Rohit Beriwal

Lecture 2 (Cuda in an afternoon):

By uni of edinburgh (Alan Gray)

I did not complete this video, since it is for C++ and is outdated

Intro to CUDA:

Key points:

There are snippets of code “kernels” which are accelerated on GPU.
Each device, CPU (host) and GPU (device) has its own memory space, and the data transfer between each should be handled by the programmer.
CUDA is an extension to c/c++ that allows the following advantages:
Language Extension for defining kernels and perform parallel decomposition of GPU
API functions for memory management

Stream model of computation:

Decompose data in smaller elements.
“Thread” is basically processing of the data.
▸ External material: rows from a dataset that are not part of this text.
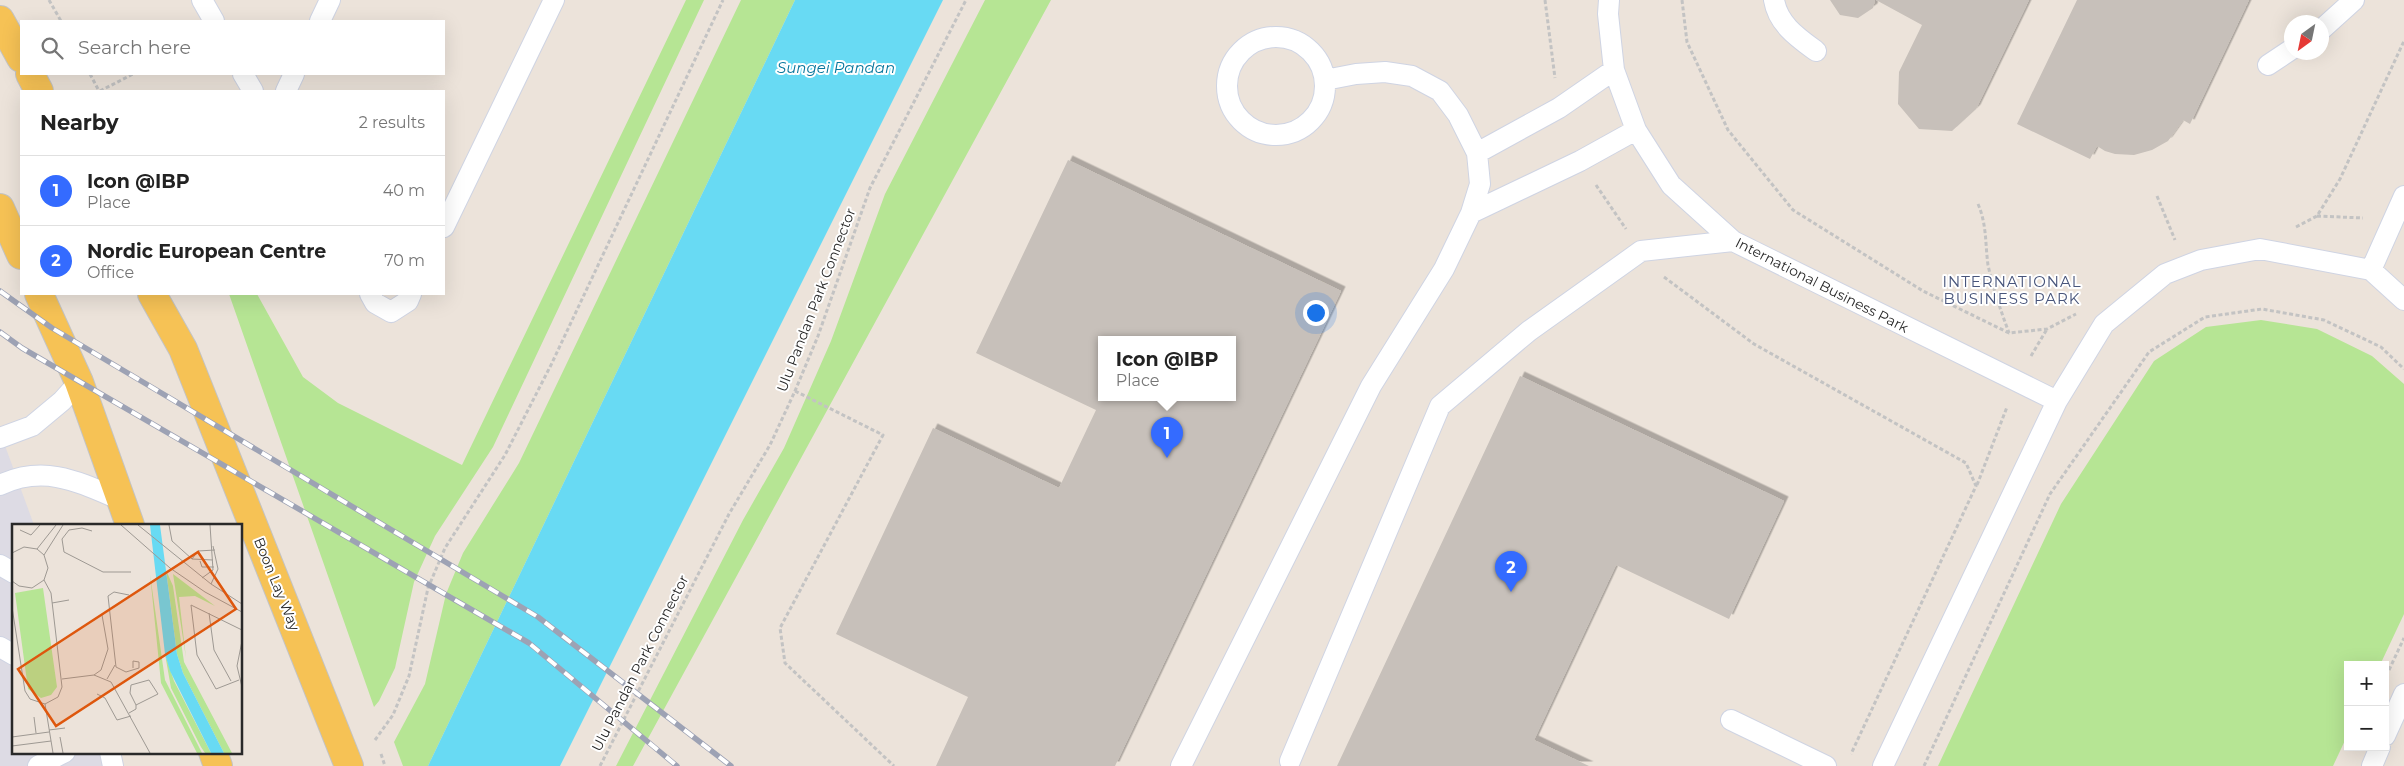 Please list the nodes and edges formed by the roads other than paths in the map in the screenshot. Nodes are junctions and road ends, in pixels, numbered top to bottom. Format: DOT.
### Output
graph roads {
  1 [pos="202,0"];
  2 [pos="330,0"];
  3 [pos="554,0"];
  4 [pos="1608,0"];
  5 [pos="1774,0"];
  6 [pos="2354,0"];
  7 [pos="0,20"];
  8 [pos="213,20"];
  9 [pos="320,20"];
  10 [pos="2329,23"];
  11 [pos="1816,51"];
  12 [pos="2284,54"];
  13 [pos="20,56"];
  14 [pos="2268,65"];
  15 [pos="1614,70"];
  16 [pos="31,75"];
  17 [pos="244,75"];
  18 [pos="294,75"];
  19 [pos="1325,80"];
  20 [pos="38,90"];
  21 [pos="252,90"];
  22 [pos="286,90"];
  23 [pos="1636,130"];
  24 [pos="1477,153"];
  25 [pos="2404,196"];
  26 [pos="0,208"];
  27 [pos="1470,213"];
  28 [pos="445,225"];
  29 [pos="1733,241"];
  30 [pos="20,253"];
  31 [pos="2371,270"];
  32 [pos="39,295"];
  33 [pos="153,295"];
  34 [pos="371,295"];
  35 [pos="411,295"];
  36 [pos="2404,300"];
  37 [pos="79,382"];
  38 [pos="2056,401"];
  39 [pos="0,438"];
  40 [pos="0,485"];
  41 [pos="126,512"];
  42 [pos="0,565"];
  43 [pos="12,571"];
  44 [pos="0,647"];
  45 [pos="12,654"];
  46 [pos="2404,694"];
  47 [pos="1731,720"];
  48 [pos="2389,727"];
  49 [pos="2378,751"];
  50 [pos="61,754"];
  51 [pos="214,754"];
  52 [pos="1290,761"];
  53 [pos="38,766"];
  54 [pos="218,766"];
  55 [pos="349,766"];
  56 [pos="1181,766"];
  57 [pos="1826,766"];
  58 [pos="1883,766"];
  59 [pos="2372,766"];
  1 -- 8 [label="lane"];
  2 -- 9 [label="lane"];
  3 -- 28 [label="lane"];
  4 -- 15 [label="lane, International Business Park"];
  5 -- 11 [label="lane"];
  6 -- 10 [label="lane"];
  7 -- 13 [label="main road"];
  12 -- 14 [label="lane"];
  15 -- 23 [label="lane, International Business Park"];
  15 -- 24 [label="lane"];
  16 -- 20 [label="main road"];
  17 -- 21 [label="lane"];
  18 -- 22 [label="lane"];
  19 -- 19 [label="lane"];
  19 -- 24 [label="lane"];
  23 -- 27 [label="lane"];
  23 -- 29 [label="lane, International Business Park"];
  24 -- 27 [label="lane"];
  25 -- 31 [label="lane"];
  26 -- 30 [label="main road"];
  27 -- 56 [label="lane"];
  29 -- 38 [label="lane, International Business Park"];
  29 -- 52 [label="lane"];
  31 -- 36 [label="lane"];
  31 -- 38 [label="lane"];
  32 -- 37 [label="main road"];
  33 -- 55 [label="main road, Boon Lay Way"];
  34 -- 35 [label="lane"];
  37 -- 39 [label="lane"];
  37 -- 41 [label="main road"];
  38 -- 58 [label="lane"];
  40 -- 41 [label="lane"];
  42 -- 43 [label="lane"];
  44 -- 45 [label="lane"];
  46 -- 48 [label="lane"];
  47 -- 57 [label="lane"];
  49 -- 59 [label="lane"];
  50 -- 53 [label="lane"];
  51 -- 54 [label="main road"];
}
So use on thread to do one part of the computation (a.k.a execution of kernel) on each element of the data parallely.

Nvidia GPU structure:

2 level hierarchy:
1. SM cores (streaming multiprocessors) + GPU-specific memory shared by smaller cores.
2. Each Sm has multiples cores.

Abstraction of data processing:

This is majorly done to maintain compatibility for data processing across different generation of GPUs.
As in LEC1:

Mutliple block in a grid map onto multiple SMs.
Each block contain multiple threads, which are mapped to cores within SM.

Oversubscribing:

Instead of knowing the exact number of cores and SMs for each GPU, we use more blocks than SMs, and more threads than cores. They system will automatically schedule and map it to the architecture of the given GPU. Hence, the same code becomes portable accross different GPU.

dim3 data type:

A new data type in CUDA, contains 3 integers corresponding to x,y,z directions.

dim3 my_xyz( xval, yval, zval);

Accessing value for dim3 data type:

This done using dot operator:

x_component = my_xyz.x